▸ What to do
The lines you return should be those containing the string "lane", taken from the data below.

========================================================================

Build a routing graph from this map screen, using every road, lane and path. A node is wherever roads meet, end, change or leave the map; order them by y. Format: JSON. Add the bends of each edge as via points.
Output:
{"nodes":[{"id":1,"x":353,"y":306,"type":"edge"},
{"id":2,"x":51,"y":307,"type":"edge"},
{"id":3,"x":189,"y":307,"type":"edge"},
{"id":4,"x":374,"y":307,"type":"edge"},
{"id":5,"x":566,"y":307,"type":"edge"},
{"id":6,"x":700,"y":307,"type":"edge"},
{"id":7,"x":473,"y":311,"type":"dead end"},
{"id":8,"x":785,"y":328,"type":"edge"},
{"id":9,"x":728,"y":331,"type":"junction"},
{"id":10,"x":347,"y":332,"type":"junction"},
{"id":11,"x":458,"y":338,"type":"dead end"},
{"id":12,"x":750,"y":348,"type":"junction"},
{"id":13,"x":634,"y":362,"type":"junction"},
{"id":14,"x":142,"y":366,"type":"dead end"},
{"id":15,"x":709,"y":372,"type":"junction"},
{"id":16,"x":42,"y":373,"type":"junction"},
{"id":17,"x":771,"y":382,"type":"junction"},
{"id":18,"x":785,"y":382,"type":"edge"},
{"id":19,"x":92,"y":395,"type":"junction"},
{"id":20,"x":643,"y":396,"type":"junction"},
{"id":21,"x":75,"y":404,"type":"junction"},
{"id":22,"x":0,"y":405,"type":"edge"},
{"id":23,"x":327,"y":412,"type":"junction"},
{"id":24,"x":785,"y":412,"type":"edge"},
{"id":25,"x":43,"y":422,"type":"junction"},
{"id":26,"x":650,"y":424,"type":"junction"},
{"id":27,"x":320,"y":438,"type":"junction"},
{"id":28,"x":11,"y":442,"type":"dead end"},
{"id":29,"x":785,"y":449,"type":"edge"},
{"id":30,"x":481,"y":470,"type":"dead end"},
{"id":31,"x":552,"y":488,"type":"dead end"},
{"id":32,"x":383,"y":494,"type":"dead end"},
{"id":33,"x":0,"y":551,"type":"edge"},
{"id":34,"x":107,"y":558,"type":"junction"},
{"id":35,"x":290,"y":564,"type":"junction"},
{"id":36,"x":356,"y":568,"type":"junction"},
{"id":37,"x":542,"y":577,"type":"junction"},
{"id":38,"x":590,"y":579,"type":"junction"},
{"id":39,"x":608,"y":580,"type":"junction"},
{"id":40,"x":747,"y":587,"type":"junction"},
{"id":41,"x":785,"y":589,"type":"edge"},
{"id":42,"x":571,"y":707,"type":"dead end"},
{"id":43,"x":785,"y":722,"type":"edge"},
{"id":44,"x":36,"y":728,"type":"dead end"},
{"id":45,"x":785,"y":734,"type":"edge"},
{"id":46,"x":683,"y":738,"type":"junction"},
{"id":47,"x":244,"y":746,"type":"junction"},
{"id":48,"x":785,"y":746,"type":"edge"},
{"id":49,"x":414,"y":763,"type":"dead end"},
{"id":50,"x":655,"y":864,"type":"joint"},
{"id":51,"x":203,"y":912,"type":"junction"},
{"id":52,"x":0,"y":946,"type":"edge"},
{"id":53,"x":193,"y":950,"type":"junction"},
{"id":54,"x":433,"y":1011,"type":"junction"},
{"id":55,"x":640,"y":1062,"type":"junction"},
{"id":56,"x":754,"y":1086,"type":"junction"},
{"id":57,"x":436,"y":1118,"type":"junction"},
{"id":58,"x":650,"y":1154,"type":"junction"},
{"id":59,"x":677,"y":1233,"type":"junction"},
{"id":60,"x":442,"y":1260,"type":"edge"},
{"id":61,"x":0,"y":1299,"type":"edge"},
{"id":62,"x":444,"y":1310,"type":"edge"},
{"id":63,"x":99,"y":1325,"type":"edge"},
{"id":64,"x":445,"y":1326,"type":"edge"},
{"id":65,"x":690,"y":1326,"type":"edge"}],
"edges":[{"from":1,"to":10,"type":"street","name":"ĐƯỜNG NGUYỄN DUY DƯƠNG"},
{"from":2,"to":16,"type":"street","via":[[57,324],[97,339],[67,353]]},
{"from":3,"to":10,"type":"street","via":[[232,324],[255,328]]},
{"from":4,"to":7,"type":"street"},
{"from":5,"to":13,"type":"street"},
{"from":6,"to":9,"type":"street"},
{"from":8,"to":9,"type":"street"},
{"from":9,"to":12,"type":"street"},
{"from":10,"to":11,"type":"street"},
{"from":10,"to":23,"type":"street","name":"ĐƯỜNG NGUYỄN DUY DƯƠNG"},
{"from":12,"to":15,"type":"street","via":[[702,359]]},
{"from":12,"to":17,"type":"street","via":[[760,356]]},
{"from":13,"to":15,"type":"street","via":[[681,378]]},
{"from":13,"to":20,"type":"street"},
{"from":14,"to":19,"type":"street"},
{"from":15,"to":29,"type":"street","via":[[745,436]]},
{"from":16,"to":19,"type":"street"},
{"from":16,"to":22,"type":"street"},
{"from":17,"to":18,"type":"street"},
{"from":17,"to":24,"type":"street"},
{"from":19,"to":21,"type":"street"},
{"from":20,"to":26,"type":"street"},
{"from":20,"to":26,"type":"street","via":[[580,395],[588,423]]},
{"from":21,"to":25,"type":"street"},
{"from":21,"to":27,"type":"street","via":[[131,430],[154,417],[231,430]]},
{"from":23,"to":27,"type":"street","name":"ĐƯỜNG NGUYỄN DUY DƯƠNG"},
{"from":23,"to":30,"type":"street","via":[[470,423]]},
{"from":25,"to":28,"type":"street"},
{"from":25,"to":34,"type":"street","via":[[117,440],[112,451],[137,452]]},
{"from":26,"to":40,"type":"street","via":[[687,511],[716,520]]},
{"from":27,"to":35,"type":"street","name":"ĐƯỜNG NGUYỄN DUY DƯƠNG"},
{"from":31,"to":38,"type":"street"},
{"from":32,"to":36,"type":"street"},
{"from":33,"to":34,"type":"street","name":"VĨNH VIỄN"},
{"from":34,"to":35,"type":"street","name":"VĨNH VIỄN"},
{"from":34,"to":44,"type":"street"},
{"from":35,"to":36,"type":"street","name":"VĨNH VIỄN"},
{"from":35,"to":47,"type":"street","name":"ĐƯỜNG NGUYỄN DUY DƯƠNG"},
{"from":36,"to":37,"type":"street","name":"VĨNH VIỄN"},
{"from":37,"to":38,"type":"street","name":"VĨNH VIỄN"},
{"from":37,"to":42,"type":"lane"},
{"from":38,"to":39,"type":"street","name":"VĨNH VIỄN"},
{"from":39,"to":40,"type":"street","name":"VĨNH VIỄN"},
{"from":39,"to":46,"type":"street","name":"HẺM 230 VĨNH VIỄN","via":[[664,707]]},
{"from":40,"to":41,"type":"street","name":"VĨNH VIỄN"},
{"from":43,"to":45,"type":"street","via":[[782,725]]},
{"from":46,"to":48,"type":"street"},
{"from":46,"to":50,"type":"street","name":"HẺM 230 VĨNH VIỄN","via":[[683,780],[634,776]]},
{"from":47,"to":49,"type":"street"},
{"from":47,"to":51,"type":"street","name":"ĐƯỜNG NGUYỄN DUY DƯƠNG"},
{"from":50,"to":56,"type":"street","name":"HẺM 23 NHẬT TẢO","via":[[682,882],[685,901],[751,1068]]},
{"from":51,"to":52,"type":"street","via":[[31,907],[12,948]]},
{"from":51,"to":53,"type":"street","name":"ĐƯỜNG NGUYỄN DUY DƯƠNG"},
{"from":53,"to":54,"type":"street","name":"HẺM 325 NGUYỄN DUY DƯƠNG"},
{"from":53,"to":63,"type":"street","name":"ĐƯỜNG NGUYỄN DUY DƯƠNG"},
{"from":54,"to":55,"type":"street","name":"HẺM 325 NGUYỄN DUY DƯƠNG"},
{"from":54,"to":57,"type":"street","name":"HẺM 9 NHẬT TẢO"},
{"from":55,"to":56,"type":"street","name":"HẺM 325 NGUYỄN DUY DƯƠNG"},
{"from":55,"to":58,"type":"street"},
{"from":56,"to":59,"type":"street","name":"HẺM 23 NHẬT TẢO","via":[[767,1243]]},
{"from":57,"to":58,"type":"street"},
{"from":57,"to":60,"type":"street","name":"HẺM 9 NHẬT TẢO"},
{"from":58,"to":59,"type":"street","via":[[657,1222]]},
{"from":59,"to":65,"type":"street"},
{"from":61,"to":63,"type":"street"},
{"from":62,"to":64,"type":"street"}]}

========================================================================

▸ Solution for this exercise
Build a routing graph from this map screen, using every road, lane and path. A node is wherever roads meet, end, change or leave the map; order them by y. Format: JSON. Add the bends of each edge as via points.
{"from":37,"to":42,"type":"lane"},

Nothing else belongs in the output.